## Exercise
The complete set of records should be given again verbatim.
------------------------------------
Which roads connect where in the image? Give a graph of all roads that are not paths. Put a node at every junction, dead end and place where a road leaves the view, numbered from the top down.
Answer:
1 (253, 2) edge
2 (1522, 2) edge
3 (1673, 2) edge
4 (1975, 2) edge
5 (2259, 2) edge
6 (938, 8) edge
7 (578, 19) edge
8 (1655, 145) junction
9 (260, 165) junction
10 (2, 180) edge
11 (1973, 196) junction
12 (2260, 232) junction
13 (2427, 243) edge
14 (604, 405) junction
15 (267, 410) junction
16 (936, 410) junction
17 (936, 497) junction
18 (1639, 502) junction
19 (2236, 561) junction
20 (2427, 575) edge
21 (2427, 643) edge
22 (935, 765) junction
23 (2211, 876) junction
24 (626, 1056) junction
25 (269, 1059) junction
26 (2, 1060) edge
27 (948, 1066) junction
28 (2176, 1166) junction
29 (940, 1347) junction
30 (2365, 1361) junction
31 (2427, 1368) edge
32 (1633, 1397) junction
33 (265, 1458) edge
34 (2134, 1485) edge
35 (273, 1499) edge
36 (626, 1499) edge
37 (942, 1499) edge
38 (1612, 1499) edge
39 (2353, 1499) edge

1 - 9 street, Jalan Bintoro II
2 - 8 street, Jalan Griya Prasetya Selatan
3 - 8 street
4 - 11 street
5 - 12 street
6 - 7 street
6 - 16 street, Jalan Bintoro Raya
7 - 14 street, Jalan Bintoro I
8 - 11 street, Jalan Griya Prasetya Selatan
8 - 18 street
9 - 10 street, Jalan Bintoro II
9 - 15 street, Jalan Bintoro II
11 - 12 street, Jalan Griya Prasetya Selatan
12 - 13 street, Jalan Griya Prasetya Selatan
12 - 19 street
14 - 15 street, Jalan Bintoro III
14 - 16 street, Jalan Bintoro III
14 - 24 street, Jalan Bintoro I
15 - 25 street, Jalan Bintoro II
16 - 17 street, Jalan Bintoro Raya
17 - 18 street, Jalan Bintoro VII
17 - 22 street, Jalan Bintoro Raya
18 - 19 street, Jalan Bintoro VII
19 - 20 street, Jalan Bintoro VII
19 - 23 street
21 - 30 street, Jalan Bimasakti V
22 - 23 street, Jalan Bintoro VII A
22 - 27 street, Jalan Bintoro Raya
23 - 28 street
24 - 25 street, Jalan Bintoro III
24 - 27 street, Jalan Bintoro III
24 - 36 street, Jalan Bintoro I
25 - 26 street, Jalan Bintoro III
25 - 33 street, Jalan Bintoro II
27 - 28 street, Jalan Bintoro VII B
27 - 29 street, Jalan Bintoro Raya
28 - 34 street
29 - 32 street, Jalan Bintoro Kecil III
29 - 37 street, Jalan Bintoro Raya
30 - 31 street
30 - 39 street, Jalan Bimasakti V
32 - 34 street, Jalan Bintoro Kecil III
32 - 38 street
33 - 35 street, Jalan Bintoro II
------------------------------------
## Finished exercise
Which roads connect where in the image? Give a graph of all roads that are not paths. Put a node at every junction, dead end and place where a road leaves the view, numbered from the top down.
Answer:
1 (253, 2) edge
2 (1522, 2) edge
3 (1673, 2) edge
4 (1975, 2) edge
5 (2259, 2) edge
6 (938, 8) edge
7 (578, 19) edge
8 (1655, 145) junction
9 (260, 165) junction
10 (2, 180) edge
11 (1973, 196) junction
12 (2260, 232) junction
13 (2427, 243) edge
14 (604, 405) junction
15 (267, 410) junction
16 (936, 410) junction
17 (936, 497) junction
18 (1639, 502) junction
19 (2236, 561) junction
20 (2427, 575) edge
21 (2427, 643) edge
22 (935, 765) junction
23 (2211, 876) junction
24 (626, 1056) junction
25 (269, 1059) junction
26 (2, 1060) edge
27 (948, 1066) junction
28 (2176, 1166) junction
29 (940, 1347) junction
30 (2365, 1361) junction
31 (2427, 1368) edge
32 (1633, 1397) junction
33 (265, 1458) edge
34 (2134, 1485) edge
35 (273, 1499) edge
36 (626, 1499) edge
37 (942, 1499) edge
38 (1612, 1499) edge
39 (2353, 1499) edge

1 - 9 street, Jalan Bintoro II
2 - 8 street, Jalan Griya Prasetya Selatan
3 - 8 street
4 - 11 street
5 - 12 street
6 - 7 street
6 - 16 street, Jalan Bintoro Raya
7 - 14 street, Jalan Bintoro I
8 - 11 street, Jalan Griya Prasetya Selatan
8 - 18 street
9 - 10 street, Jalan Bintoro II
9 - 15 street, Jalan Bintoro II
11 - 12 street, Jalan Griya Prasetya Selatan
12 - 13 street, Jalan Griya Prasetya Selatan
12 - 19 street
14 - 15 street, Jalan Bintoro III
14 - 16 street, Jalan Bintoro III
14 - 24 street, Jalan Bintoro I
15 - 25 street, Jalan Bintoro II
16 - 17 street, Jalan Bintoro Raya
17 - 18 street, Jalan Bintoro VII
17 - 22 street, Jalan Bintoro Raya
18 - 19 street, Jalan Bintoro VII
19 - 20 street, Jalan Bintoro VII
19 - 23 street
21 - 30 street, Jalan Bimasakti V
22 - 23 street, Jalan Bintoro VII A
22 - 27 street, Jalan Bintoro Raya
23 - 28 street
24 - 25 street, Jalan Bintoro III
24 - 27 street, Jalan Bintoro III
24 - 36 street, Jalan Bintoro I
25 - 26 street, Jalan Bintoro III
25 - 33 street, Jalan Bintoro II
27 - 28 street, Jalan Bintoro VII B
27 - 29 street, Jalan Bintoro Raya
28 - 34 street
29 - 32 street, Jalan Bintoro Kecil III
29 - 37 street, Jalan Bintoro Raya
30 - 31 street
30 - 39 street, Jalan Bimasakti V
32 - 34 street, Jalan Bintoro Kecil III
32 - 38 street
33 - 35 street, Jalan Bintoro II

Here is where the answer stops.